A compelling new reading of The Tragedy of King Lear that finds parallels in twentieth-century Chinese history

At the start of Shakespeare’s famous tragedy, King Lear promises to divide his kingdom based on his daughters’ professions of love, but portions it out before hearing all of their answers. For Nan Da, this opening scene sparks a reckoning between The Tragedy of King Lear, one of the cruelest and most confounding stories in literature, and the tragedy of Maoist and post-Maoist China. Da, who emigrated from China to the United States as a child in the 1990s, brings Shakespeare’s tragedy to life on its own terms, addressing the concerns it reflects over the transition from Elizabeth I to James I with a fearsome sense of what would soon come to pass. At the same time, she uses the play as a lens to revisit the world of Maoist China—what it did to people, and what it did to storytelling.

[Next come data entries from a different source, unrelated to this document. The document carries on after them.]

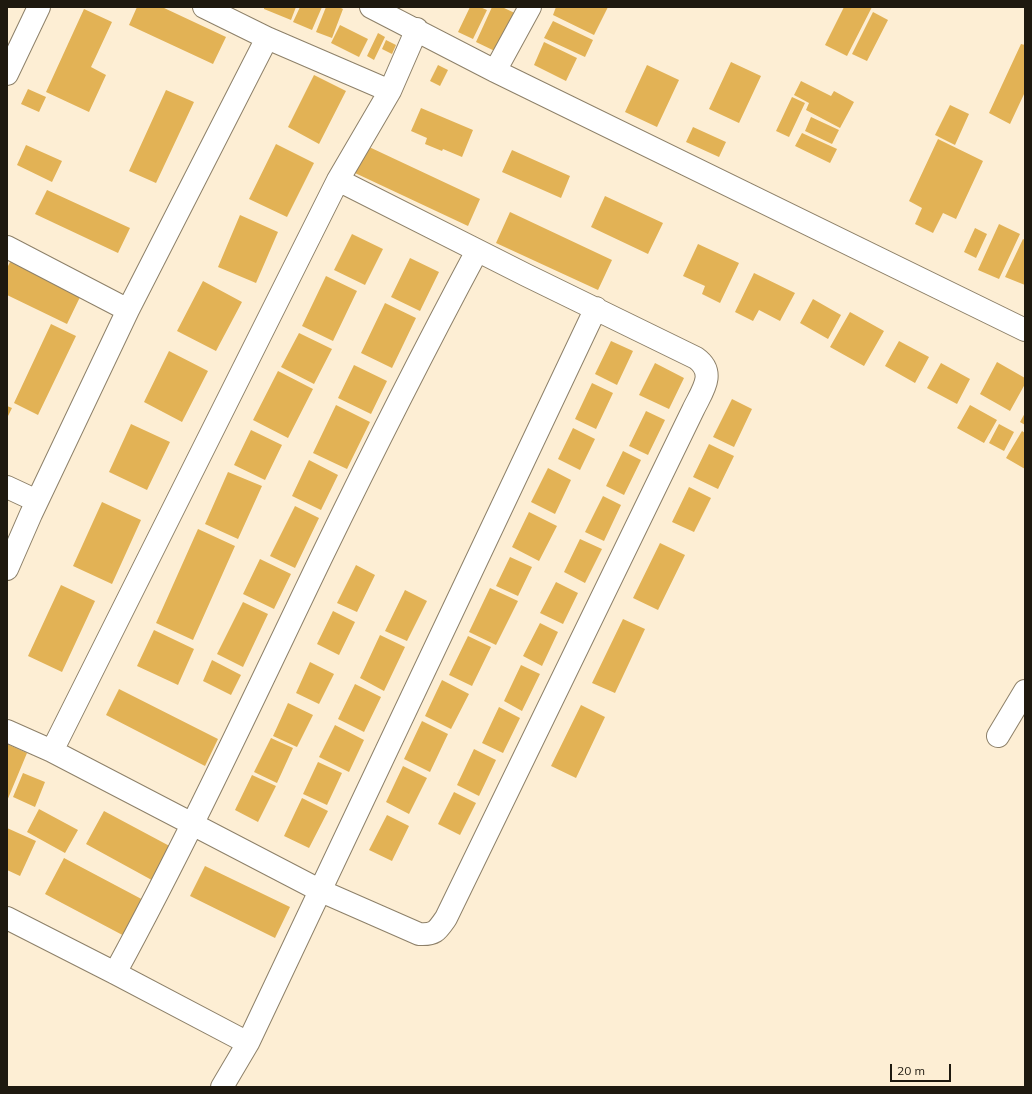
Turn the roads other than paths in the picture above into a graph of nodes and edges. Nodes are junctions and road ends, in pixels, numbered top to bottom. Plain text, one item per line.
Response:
1 (39, 7) edge
2 (204, 7) edge
3 (371, 7) edge
4 (530, 7) edge
5 (417, 29) junction
6 (267, 38) junction
7 (495, 71) junction
8 (7, 74) edge
9 (390, 91) junction
10 (338, 180) junction
11 (7, 247) edge
12 (477, 251) junction
13 (596, 308) junction
14 (128, 310) junction
15 (1025, 330) edge
16 (7, 487) edge
17 (37, 501) junction
18 (7, 569) edge
19 (1025, 691) edge
20 (7, 731) edge
21 (998, 736) dead end
22 (52, 751) junction
23 (194, 824) junction
24 (321, 891) junction
25 (7, 918) edge
26 (115, 972) junction
27 (248, 1043) junction
28 (222, 1087) edge

1 - 8 street
2 - 6 street
3 - 5 street
4 - 7 street
5 - 7 street
5 - 9 street
6 - 9 street
6 - 14 street
7 - 15 street
9 - 10 street
10 - 12 street
10 - 22 street
11 - 14 street
12 - 13 street
12 - 23 street
13 - 24 street
13 - 24 street
14 - 17 street
16 - 17 street
17 - 18 street
19 - 21 street
20 - 22 street
22 - 23 street
23 - 24 street
23 - 26 street
24 - 27 street
25 - 26 street
26 - 27 street
27 - 28 street

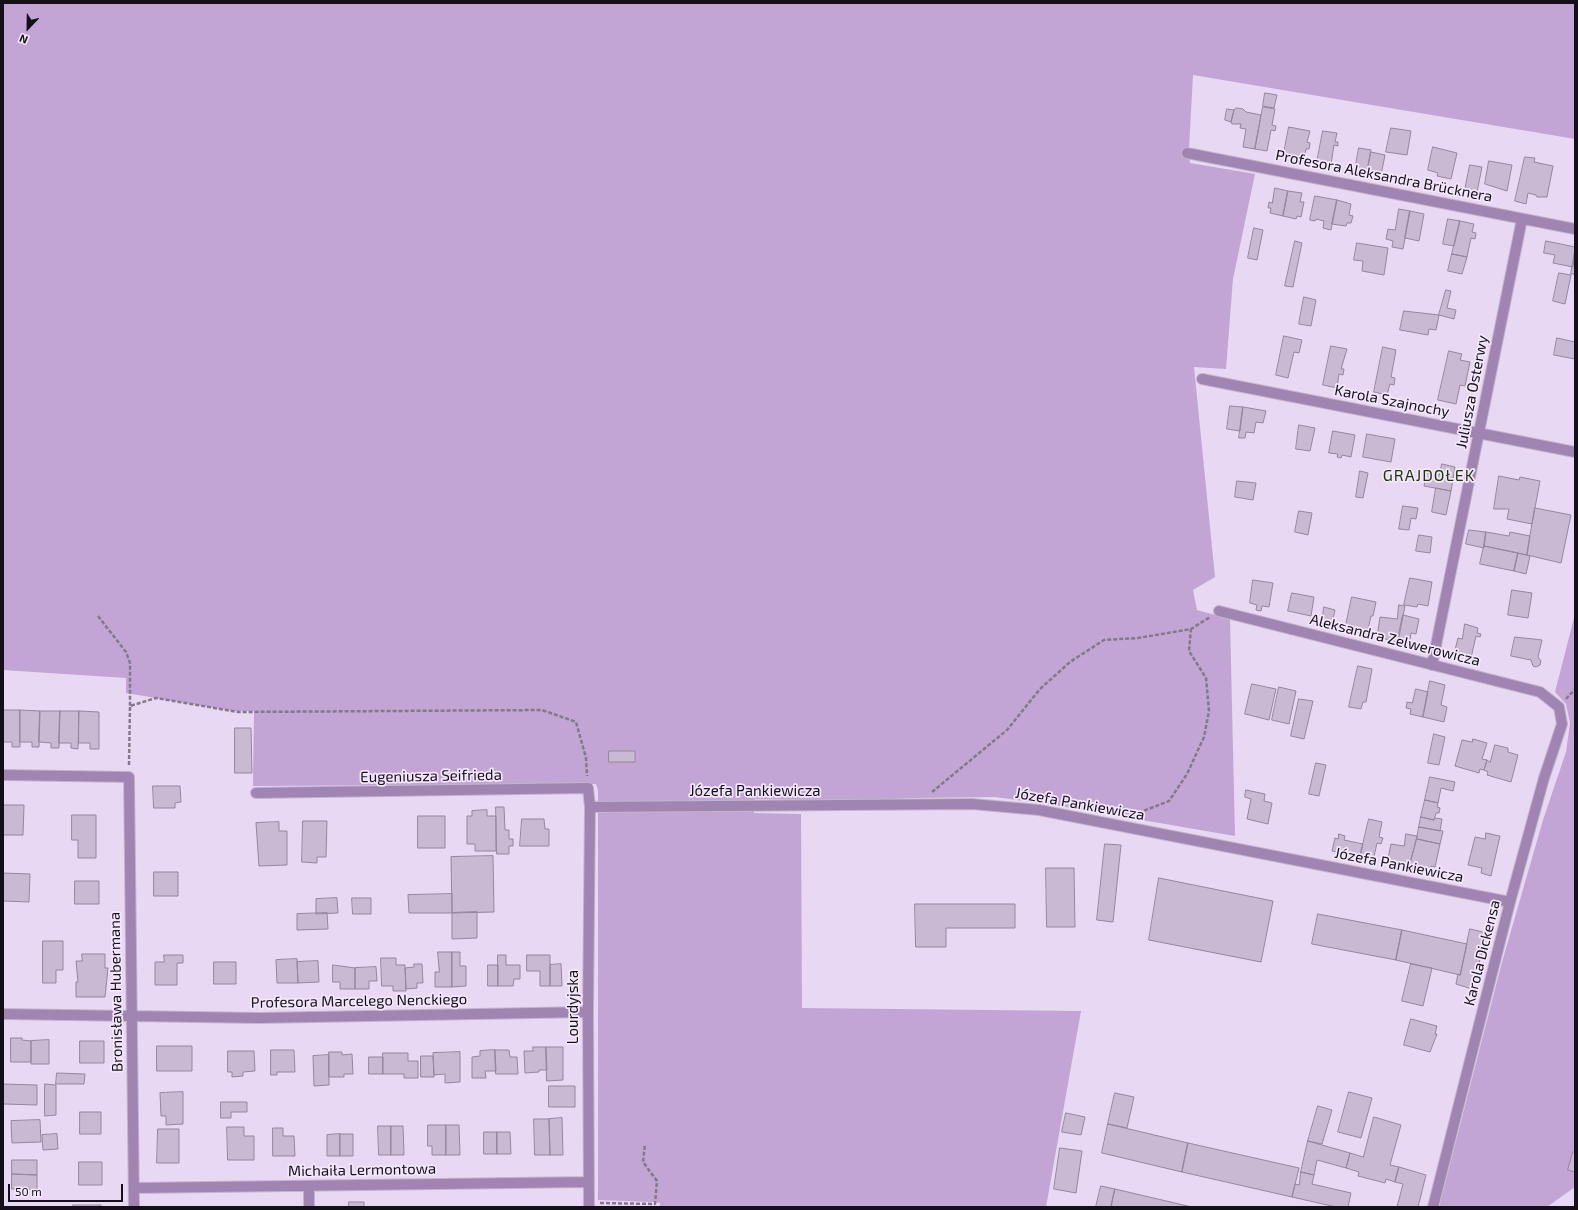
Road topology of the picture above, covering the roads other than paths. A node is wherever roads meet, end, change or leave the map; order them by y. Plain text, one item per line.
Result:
1 (1187, 153) dead end
2 (1522, 219) junction
3 (1575, 230) edge
4 (1202, 379) dead end
5 (1479, 433) junction
6 (1575, 452) edge
7 (1219, 611) road end
8 (1432, 665) junction
9 (1559, 707) joint
10 (3, 775) edge
11 (256, 793) dead end
12 (590, 807) junction
13 (1510, 902) junction
14 (588, 1012) junction
15 (3, 1014) edge
16 (131, 1017) junction
17 (589, 1182) junction
18 (309, 1186) junction
19 (134, 1188) junction
20 (589, 1205) edge
21 (134, 1207) edge
22 (309, 1207) edge
23 (1432, 1207) edge

1 - 2 street, Profesora Aleksandra Brücknera
2 - 3 street, Profesora Aleksandra Brücknera
2 - 5 street, Juliusza Osterwy
4 - 5 street, Karola Szajnochy
5 - 6 street, Karola Szajnochy
5 - 8 street, Juliusza Osterwy
7 - 8 street, Aleksandra Zelwerowicza
8 - 9 street, Aleksandra Zelwerowicza
9 - 13 street, Karola Dickensa
10 - 16 street, Bronisława Hubermana
11 - 12 street, Eugeniusza Seifrieda
12 - 13 street, Józefa Pankiewicza
12 - 14 street, Lourdyjska
13 - 23 street, Karola Dickensa
14 - 16 street, Profesora Marcelego Nenckiego
14 - 17 street, Lourdyjska
15 - 16 street, Profesora Marcelego Nenckiego
16 - 19 street, Bronisława Hubermana
17 - 18 street, Michaiła Lermontowa
17 - 20 street, Lourdyjska
18 - 19 street, Michaiła Lermontowa
18 - 22 street
19 - 21 street, Bronisława Hubermana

Blending literary analysis and personal history, Da begins in her childhood during Deng Xiaoping’s Opening and Reform, then moves back and forth between Lear and China. In her powerful reading, the unfinished business of Maoism and other elements of Chinese thought and culture—from Confucianism to the spectacles of Peking Opera—help elucidate the choices Shakespeare made in constructing Lear and the unbearable confusions he left behind.